▶ [Input data]
☆ ☆ ☆ ☆ ☆

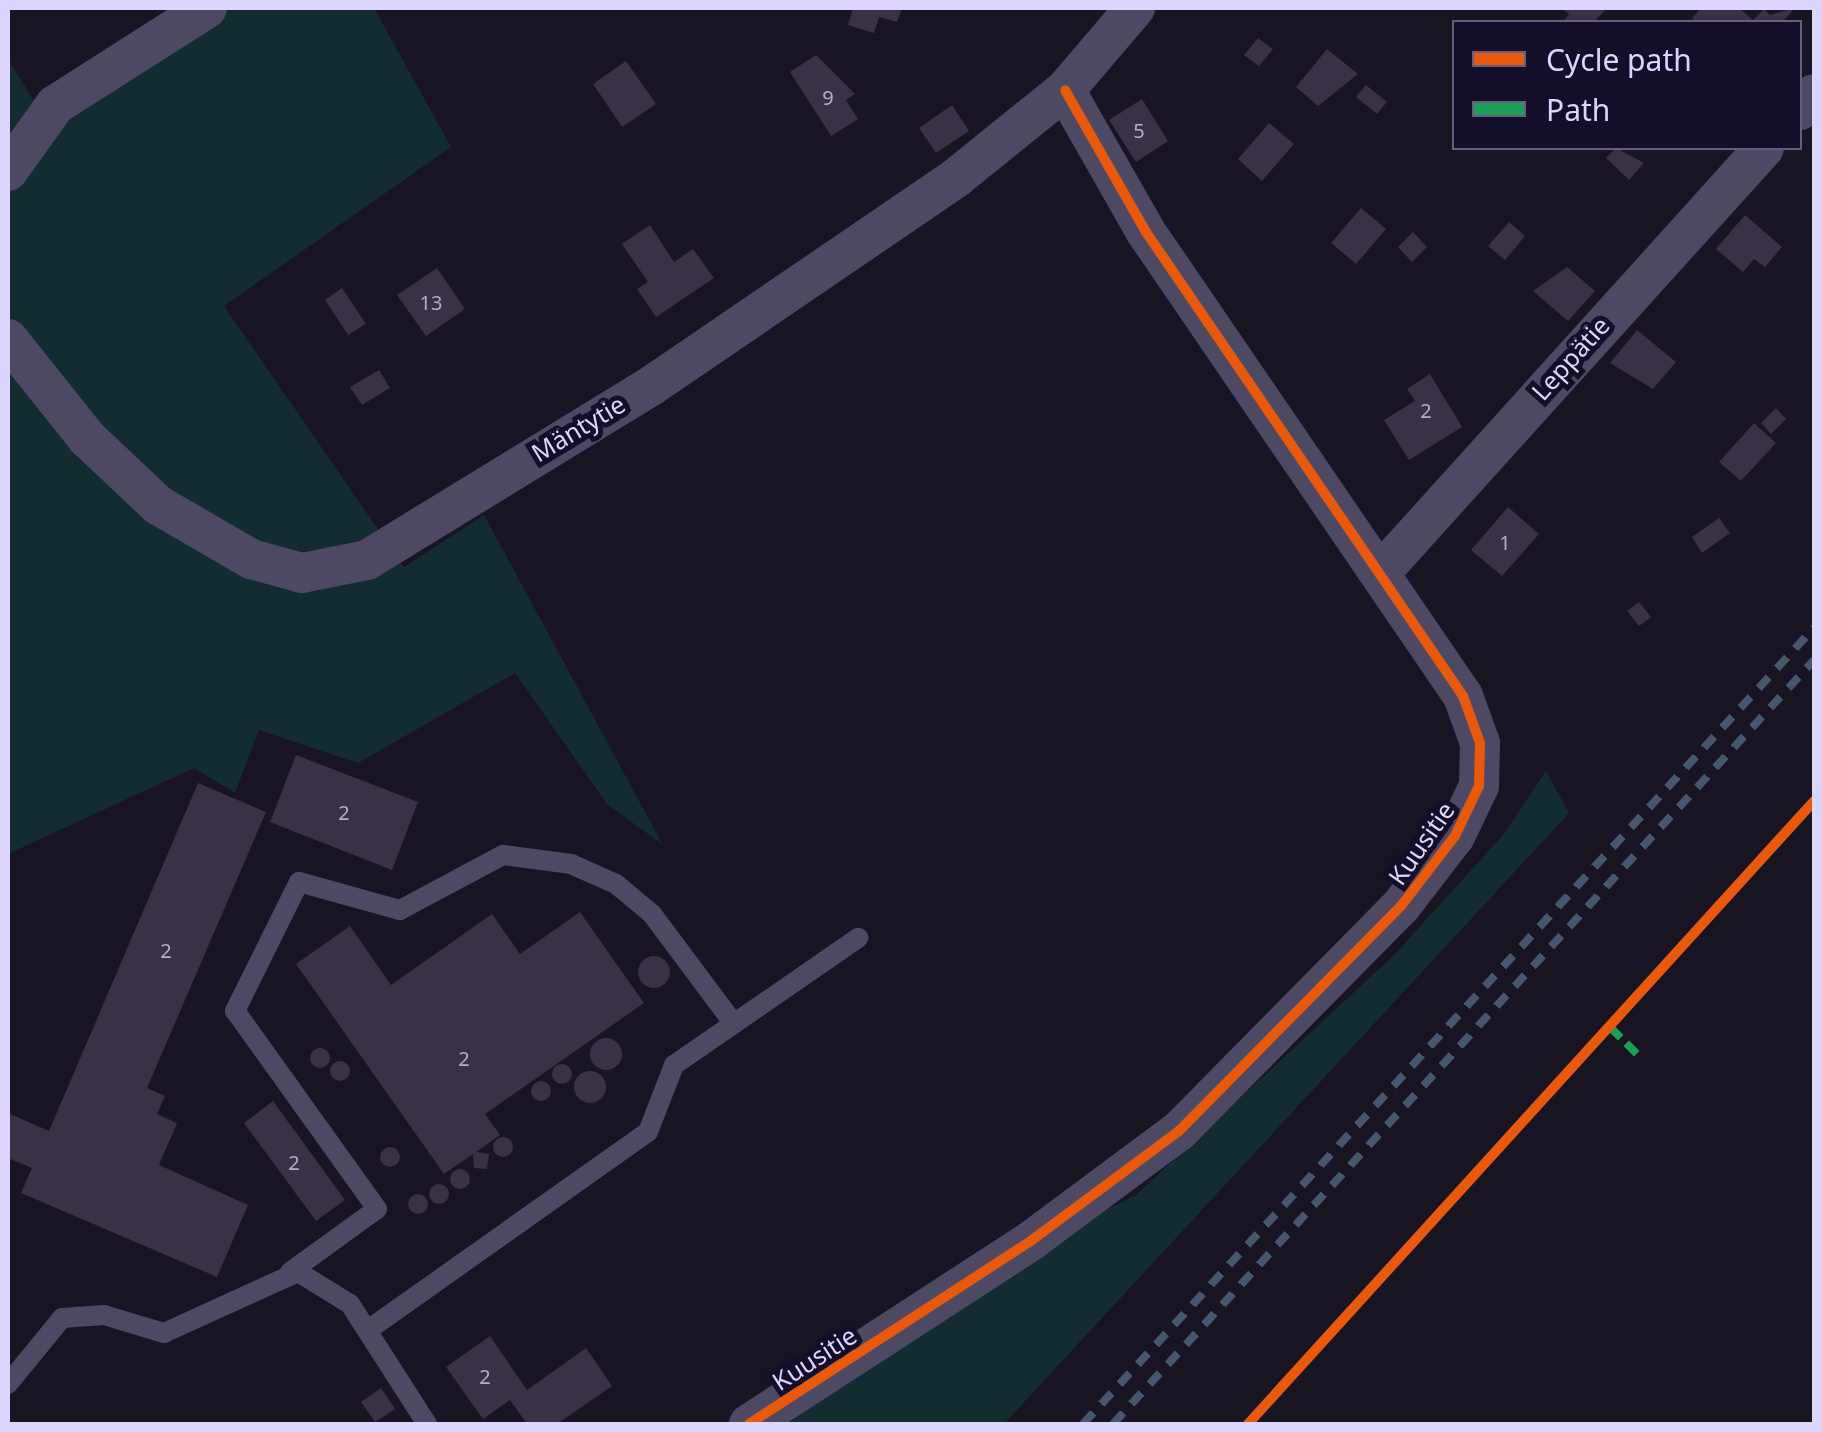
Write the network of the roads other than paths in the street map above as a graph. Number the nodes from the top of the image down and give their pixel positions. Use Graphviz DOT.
graph roads {
  1 [pos="208,8"];
  2 [pos="1125,12"];
  3 [pos="1064,90"];
  4 [pos="1762,150"];
  5 [pos="8,171"];
  6 [pos="8,339"];
  7 [pos="1381,572"];
  8 [pos="858,938"];
  9 [pos="734,1024"];
  10 [pos="290,1272"];
  11 [pos="368,1330"];
  12 [pos="8,1384"];
  13 [pos="427,1424"];
  14 [pos="748,1424"];
  1 -- 5 [label="street"];
  2 -- 3 [label="street, Mäntytie"];
  3 -- 6 [label="street, Mäntytie"];
  3 -- 7 [label="street, Kuusitie"];
  4 -- 7 [label="street, Leppätie"];
  7 -- 14 [label="street, Kuusitie"];
  8 -- 9 [label="lane"];
  9 -- 10 [label="lane"];
  9 -- 11 [label="lane"];
  10 -- 11 [label="lane"];
  10 -- 12 [label="lane"];
  11 -- 13 [label="lane"];
}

☆ ☆ ☆ ☆ ☆

▶ [Your instructions]
Please return each line of the listing exactly as written, excluding the images.

▶ [Response to the task]
Write the network of the roads other than paths in the street map above as a graph. Number the nodes from the top of the image down and give their pixel positions. Use Graphviz DOT.
graph roads {
  1 [pos="208,8"];
  2 [pos="1125,12"];
  3 [pos="1064,90"];
  4 [pos="1762,150"];
  5 [pos="8,171"];
  6 [pos="8,339"];
  7 [pos="1381,572"];
  8 [pos="858,938"];
  9 [pos="734,1024"];
  10 [pos="290,1272"];
  11 [pos="368,1330"];
  12 [pos="8,1384"];
  13 [pos="427,1424"];
  14 [pos="748,1424"];
  1 -- 5 [label="street"];
  2 -- 3 [label="street, Mäntytie"];
  3 -- 6 [label="street, Mäntytie"];
  3 -- 7 [label="street, Kuusitie"];
  4 -- 7 [label="street, Leppätie"];
  7 -- 14 [label="street, Kuusitie"];
  8 -- 9 [label="lane"];
  9 -- 10 [label="lane"];
  9 -- 11 [label="lane"];
  10 -- 11 [label="lane"];
  10 -- 12 [label="lane"];
  11 -- 13 [label="lane"];
}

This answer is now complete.